Given records Block Start
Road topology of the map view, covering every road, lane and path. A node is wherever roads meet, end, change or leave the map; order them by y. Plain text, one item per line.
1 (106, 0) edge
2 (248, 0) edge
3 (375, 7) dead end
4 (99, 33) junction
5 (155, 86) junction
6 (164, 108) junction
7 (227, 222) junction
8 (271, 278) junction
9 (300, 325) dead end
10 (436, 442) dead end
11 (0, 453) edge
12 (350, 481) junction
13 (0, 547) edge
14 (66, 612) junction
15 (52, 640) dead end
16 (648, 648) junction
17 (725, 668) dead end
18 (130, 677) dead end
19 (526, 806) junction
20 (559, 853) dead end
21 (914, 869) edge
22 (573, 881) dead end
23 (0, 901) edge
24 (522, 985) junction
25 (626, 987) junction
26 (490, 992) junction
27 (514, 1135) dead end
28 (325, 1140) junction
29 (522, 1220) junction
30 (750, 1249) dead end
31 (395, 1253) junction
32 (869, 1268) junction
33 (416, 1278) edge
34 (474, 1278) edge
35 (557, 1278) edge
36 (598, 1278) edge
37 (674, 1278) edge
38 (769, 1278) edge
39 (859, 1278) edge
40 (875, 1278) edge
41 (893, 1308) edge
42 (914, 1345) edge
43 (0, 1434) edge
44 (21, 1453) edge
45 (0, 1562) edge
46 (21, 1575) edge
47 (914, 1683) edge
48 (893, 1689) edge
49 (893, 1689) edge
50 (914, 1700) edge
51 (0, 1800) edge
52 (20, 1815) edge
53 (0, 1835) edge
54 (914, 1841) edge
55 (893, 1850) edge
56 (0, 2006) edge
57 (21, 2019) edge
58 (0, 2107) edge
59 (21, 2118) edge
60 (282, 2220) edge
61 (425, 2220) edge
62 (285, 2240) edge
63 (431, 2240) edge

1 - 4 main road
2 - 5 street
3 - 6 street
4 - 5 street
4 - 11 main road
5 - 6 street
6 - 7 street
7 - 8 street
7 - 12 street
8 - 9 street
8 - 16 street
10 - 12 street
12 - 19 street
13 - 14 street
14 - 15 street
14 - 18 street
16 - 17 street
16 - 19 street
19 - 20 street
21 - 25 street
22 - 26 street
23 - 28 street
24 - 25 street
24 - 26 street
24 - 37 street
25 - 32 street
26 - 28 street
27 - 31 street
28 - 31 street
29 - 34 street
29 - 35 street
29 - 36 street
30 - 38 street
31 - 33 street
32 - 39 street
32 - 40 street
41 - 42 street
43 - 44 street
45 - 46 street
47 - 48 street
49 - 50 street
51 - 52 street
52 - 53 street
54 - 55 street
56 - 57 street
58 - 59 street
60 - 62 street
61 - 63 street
Given records Block End
Given records Block Start
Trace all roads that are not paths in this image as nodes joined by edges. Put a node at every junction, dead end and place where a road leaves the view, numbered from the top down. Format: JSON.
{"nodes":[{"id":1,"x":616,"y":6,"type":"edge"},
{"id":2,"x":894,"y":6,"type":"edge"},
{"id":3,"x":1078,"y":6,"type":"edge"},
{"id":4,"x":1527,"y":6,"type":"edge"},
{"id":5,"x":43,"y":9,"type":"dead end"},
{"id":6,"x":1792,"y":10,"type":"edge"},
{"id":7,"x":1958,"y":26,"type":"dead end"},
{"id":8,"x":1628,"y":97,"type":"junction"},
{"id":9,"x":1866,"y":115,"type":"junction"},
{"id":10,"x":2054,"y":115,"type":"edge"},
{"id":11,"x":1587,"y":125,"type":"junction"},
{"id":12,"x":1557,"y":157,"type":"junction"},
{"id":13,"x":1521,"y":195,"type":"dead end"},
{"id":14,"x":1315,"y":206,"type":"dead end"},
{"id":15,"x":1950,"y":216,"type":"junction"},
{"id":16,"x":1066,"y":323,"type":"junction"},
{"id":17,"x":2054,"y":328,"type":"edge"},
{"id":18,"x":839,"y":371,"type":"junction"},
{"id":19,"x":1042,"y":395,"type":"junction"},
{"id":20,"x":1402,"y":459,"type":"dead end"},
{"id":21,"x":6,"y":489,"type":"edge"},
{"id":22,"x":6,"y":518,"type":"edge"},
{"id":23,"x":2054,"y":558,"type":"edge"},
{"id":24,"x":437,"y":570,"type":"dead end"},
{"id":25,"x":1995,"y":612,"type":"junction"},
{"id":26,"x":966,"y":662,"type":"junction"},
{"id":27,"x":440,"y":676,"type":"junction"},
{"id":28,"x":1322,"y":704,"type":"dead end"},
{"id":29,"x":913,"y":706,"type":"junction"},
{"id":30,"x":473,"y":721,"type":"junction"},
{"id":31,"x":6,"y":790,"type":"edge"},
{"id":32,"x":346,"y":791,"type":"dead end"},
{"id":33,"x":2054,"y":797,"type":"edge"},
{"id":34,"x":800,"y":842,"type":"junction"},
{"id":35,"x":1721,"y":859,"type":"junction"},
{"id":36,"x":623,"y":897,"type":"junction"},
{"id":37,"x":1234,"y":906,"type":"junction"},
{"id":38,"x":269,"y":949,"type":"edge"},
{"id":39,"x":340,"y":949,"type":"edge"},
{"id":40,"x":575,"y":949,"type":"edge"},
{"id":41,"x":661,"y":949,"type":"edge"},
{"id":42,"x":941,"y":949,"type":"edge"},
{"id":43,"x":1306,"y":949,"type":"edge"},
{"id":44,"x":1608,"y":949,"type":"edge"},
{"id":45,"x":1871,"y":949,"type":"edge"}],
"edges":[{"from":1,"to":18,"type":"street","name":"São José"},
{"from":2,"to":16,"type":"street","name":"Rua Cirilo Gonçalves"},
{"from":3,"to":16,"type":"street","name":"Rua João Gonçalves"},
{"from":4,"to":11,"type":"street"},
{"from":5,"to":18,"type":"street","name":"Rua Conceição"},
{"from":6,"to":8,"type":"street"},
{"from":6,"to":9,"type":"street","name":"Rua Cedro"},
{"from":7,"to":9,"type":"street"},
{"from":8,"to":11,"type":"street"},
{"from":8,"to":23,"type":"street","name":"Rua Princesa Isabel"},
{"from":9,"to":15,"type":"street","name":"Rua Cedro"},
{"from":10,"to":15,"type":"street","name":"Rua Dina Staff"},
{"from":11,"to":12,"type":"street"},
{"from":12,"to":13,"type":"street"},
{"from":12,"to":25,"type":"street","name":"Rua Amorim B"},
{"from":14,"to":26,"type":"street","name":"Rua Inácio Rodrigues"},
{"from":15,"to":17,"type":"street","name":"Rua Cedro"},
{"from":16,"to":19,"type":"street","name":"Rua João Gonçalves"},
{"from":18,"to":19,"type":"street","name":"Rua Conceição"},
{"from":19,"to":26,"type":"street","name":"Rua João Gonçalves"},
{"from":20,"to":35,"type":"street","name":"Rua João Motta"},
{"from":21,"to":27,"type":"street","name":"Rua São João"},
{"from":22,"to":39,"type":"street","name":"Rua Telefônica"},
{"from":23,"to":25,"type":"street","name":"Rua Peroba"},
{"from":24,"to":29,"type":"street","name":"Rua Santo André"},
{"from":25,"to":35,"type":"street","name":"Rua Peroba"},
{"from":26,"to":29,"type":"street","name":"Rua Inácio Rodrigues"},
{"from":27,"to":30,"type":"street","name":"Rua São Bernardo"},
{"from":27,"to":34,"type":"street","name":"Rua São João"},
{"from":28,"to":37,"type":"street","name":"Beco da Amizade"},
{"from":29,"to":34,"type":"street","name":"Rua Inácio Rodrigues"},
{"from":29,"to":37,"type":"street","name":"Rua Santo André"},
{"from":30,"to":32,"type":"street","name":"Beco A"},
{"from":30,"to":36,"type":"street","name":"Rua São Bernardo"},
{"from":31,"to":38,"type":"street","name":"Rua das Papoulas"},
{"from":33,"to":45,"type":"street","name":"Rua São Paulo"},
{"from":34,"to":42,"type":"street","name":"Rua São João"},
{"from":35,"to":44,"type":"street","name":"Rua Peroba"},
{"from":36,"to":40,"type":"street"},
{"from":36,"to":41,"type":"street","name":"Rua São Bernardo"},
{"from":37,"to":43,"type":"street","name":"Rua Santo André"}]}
Given records Block End
--- Brief ---
Lines that contain "Rodrigues" should be pulled from the entries above and reported.

--- Answer to the problem ---
{"from":14,"to":26,"type":"street","name":"Rua Inácio Rodrigues"},
{"from":26,"to":29,"type":"street","name":"Rua Inácio Rodrigues"},
{"from":29,"to":34,"type":"street","name":"Rua Inácio Rodrigues"},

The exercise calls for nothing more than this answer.